Thursday, June 12, 2014
I was driving around town the other day and I suddenly became aware of my thoughts. You know how when you're driving sometimes it's kind of by rote, and you forget how you got where you were going because you're so busy chewing on some memory or idea in your head?
I paused at a stoplight and looked around. I realized I had been thinking about Mike. Nothing too specific, just allowing random memories to float through my mind; remembering what it was like to ride in the car with him, imagining how he would comment on the view, or some annoying driver on the road, or try and get me to stop somewhere for lunch. He loved driving around this island; he loved just going for a ride.

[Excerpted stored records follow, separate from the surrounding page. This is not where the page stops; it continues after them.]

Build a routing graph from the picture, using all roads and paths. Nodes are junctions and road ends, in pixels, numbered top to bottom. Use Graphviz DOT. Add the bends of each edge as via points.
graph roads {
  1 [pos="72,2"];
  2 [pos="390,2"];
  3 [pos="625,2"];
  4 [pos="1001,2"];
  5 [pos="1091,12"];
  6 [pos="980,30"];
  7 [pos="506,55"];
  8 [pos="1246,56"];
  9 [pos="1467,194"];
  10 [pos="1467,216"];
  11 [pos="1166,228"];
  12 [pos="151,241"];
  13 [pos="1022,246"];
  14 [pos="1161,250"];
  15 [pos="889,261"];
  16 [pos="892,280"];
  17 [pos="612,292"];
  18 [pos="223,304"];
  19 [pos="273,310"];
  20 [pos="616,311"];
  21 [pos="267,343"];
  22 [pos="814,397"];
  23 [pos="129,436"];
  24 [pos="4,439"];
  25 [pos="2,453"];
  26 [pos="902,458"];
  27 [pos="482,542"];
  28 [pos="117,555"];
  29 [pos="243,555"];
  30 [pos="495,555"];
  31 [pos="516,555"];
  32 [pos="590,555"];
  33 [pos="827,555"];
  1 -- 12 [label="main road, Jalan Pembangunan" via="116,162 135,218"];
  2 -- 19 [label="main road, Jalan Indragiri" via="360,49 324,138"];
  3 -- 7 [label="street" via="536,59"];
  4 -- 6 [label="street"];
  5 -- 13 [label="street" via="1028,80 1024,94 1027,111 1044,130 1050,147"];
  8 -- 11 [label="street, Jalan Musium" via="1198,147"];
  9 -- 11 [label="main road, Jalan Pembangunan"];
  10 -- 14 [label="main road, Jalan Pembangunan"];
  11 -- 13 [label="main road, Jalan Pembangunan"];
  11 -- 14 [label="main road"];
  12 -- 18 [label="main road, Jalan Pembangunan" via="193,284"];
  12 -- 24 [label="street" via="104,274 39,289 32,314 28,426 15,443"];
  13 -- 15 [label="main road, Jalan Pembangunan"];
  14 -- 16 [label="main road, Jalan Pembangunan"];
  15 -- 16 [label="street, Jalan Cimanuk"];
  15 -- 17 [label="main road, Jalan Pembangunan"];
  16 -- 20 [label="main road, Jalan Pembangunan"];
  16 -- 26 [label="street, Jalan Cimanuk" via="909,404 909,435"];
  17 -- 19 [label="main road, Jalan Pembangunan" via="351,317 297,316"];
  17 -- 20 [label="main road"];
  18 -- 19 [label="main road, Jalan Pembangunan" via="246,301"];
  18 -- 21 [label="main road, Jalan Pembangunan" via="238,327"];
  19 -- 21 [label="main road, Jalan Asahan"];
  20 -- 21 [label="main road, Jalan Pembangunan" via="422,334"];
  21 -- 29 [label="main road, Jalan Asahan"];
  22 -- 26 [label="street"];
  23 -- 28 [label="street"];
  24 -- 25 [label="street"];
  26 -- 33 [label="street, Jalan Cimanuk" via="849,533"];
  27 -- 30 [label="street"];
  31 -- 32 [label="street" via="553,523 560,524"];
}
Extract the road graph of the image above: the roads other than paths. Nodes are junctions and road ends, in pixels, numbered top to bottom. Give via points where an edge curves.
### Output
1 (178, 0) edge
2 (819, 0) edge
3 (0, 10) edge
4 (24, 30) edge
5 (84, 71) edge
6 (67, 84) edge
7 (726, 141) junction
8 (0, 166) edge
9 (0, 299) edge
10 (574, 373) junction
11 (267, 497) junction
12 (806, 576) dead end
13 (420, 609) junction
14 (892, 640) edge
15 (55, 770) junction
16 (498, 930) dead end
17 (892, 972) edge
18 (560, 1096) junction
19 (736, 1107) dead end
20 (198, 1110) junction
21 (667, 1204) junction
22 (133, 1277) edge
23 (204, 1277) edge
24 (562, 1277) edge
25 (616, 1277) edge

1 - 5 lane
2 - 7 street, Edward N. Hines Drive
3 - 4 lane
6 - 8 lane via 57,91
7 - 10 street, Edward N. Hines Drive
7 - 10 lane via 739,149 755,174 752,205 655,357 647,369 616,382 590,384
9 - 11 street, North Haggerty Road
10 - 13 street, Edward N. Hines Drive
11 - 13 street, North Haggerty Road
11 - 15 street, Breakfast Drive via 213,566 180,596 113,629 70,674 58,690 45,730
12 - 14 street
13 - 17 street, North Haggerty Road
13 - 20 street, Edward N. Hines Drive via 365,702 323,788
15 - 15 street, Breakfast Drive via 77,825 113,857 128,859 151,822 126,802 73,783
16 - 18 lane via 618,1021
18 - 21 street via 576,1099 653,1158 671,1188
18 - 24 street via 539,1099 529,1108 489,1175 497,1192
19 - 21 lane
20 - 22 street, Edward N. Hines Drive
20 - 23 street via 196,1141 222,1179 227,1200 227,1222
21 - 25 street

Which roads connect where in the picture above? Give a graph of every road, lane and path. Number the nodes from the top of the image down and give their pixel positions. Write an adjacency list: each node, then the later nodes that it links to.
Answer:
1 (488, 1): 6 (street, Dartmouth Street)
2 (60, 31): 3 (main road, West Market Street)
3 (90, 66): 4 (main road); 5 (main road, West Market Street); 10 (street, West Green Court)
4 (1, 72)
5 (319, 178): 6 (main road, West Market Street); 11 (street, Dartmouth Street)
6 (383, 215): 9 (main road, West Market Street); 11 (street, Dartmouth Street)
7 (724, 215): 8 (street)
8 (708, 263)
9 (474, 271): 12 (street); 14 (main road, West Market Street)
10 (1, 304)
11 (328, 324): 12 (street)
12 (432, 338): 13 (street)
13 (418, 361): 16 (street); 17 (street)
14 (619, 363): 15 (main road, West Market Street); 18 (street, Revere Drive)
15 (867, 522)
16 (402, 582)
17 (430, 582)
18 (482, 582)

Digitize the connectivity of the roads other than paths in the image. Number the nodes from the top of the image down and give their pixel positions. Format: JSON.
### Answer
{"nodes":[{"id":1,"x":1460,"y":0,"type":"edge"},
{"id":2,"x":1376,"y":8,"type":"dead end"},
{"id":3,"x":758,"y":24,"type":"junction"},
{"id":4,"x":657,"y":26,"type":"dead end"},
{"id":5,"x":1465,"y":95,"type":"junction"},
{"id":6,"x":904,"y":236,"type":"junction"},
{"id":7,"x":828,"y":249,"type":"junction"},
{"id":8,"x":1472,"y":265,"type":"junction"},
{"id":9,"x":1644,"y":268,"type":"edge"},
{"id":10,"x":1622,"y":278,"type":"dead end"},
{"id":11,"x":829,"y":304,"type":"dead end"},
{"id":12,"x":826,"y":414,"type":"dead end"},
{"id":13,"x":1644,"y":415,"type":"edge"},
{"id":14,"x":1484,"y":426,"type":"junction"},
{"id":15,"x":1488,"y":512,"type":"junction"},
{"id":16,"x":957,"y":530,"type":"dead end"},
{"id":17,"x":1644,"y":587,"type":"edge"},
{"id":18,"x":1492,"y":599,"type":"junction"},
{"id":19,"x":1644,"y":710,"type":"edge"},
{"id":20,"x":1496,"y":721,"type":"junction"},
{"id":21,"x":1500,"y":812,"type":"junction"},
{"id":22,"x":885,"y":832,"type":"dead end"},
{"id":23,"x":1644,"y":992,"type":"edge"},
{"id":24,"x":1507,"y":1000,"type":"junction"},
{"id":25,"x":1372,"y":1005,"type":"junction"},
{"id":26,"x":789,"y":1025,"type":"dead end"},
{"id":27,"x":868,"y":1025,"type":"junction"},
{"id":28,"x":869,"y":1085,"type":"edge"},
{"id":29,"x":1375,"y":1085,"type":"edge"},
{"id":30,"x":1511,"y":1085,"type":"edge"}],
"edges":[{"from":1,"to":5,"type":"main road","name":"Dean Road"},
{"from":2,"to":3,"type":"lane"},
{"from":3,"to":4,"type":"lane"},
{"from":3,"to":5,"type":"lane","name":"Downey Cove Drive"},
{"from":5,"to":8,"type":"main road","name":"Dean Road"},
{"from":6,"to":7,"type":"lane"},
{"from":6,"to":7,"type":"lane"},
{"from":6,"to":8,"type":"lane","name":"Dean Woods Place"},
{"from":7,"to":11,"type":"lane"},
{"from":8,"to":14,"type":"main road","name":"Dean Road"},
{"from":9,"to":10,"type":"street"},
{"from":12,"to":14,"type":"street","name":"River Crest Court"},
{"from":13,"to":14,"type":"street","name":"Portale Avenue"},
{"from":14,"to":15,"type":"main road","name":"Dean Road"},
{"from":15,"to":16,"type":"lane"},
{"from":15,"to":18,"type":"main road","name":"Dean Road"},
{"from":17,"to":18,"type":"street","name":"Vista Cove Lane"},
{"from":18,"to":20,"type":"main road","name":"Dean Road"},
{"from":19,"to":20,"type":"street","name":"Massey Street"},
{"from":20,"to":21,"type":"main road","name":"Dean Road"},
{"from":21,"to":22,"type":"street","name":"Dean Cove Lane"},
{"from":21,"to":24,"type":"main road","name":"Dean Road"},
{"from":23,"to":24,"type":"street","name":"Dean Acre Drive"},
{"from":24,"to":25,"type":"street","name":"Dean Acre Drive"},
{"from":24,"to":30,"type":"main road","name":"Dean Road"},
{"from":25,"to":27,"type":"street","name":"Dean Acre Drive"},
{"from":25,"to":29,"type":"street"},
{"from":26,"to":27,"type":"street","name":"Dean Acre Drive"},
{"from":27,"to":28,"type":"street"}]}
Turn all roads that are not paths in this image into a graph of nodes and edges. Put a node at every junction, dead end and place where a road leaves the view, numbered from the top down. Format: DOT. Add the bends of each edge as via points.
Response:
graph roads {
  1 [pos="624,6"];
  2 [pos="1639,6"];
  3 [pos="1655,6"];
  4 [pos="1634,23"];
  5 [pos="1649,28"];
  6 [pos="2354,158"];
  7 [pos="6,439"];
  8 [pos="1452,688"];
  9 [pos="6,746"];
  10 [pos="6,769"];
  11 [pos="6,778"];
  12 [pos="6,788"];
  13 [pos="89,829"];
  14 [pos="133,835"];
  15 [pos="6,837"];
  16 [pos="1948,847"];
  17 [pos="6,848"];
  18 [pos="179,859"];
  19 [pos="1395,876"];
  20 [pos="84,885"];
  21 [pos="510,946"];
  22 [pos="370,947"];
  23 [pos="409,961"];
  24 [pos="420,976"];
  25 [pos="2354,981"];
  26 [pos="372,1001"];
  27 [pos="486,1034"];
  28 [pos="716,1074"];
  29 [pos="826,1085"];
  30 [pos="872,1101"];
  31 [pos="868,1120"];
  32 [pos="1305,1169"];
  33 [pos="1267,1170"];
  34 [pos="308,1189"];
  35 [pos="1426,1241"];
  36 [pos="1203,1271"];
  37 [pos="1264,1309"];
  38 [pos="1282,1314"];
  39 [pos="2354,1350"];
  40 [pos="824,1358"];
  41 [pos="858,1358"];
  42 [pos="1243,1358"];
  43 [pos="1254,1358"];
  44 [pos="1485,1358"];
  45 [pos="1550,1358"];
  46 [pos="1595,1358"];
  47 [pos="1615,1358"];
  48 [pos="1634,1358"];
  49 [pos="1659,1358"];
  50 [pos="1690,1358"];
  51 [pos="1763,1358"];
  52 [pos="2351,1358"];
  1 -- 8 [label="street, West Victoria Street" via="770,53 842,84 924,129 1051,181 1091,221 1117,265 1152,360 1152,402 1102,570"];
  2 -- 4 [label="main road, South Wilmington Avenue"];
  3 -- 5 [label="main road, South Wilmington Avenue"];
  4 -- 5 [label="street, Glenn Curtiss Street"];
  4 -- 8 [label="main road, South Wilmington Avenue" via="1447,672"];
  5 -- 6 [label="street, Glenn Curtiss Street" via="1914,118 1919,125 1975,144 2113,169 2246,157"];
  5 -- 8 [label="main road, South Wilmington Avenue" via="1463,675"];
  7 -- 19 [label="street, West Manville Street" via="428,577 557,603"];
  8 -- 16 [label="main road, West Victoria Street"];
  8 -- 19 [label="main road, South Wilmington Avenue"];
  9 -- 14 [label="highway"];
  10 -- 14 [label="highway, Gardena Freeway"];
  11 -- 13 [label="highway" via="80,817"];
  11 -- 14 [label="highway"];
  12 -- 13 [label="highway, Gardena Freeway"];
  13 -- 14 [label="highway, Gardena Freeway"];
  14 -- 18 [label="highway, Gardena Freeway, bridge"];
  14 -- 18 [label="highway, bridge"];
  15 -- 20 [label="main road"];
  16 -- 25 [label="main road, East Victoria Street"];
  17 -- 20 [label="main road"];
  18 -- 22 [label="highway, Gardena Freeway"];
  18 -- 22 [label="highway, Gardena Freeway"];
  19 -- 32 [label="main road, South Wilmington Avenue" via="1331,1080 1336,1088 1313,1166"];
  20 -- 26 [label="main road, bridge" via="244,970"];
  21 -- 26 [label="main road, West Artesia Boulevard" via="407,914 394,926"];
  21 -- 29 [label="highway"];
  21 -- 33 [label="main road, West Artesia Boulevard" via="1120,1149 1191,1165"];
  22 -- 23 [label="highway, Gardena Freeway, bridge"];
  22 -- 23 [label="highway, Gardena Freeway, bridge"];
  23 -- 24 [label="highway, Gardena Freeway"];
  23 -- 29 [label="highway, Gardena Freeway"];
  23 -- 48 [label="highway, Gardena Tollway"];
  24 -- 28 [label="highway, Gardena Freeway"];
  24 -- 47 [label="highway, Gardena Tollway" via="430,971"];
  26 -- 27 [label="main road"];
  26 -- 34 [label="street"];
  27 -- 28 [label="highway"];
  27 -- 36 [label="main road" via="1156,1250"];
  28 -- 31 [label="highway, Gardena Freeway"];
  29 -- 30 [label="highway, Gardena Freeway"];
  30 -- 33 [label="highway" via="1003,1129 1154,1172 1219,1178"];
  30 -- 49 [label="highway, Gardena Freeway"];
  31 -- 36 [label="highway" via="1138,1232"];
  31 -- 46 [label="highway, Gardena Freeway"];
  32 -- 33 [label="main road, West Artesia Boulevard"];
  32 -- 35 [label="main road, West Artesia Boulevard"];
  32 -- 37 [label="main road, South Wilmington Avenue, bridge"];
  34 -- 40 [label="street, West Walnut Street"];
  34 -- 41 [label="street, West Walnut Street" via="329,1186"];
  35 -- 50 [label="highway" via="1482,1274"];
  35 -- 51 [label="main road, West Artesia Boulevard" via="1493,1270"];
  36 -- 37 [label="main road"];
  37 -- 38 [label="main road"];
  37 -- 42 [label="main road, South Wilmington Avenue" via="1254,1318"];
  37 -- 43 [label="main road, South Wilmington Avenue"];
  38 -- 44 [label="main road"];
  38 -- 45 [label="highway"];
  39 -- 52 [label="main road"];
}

At that moment it wasn't a deeply sad series of thoughts; I wasn't crying - though the idea that he is really gone is still ping-ponging its way around my brain for sure. I was just thinking about him.
Then, I started thinking about thinking about him. The idea that for the rest of my life, he would be in my head, and in my heart. That he would never be completely gone from my consciousness. That he would always be a part of me. No matter where I go; no matter who I'm with; no matter what I'm doing - he's always there.
It's not an easy thing to come to terms with. It's not an easy thing to live with, all the time, anyway. Maybe it's even a little disconcerting the first time you realize the thoughts, ideas, emotions, feelings, and memories of our loved one will be with us forever - even though they are physically gone.
It's also not a bad thing, I think. I feel happy I got to know this man. I feel lucky I got to be married to him, and learn from him. I'm glad I got to take care of him, and accompany him on this last leg of his journey here. I'm glad I have the memories, and never want to lose them.
I wrote a couple of weeks ago about the stages of grief. Maybe the acceptance stage, which comes and goes, contains an aspect of this realization. That our spouses will never be erased from our life; they will never be forgotten, they will never be completely gone. Maybe part of the process of recovering from our loss is learning to live with this new compartment in our heart. The sometimes empty, haunting one; the sometimes laugh-out-loud at a memory one; the sometimes sad and lonely one. Maybe I need to make room for this, and make a peace with it.
I can't see any other way around it, but through. Let's go for a ride, Mike.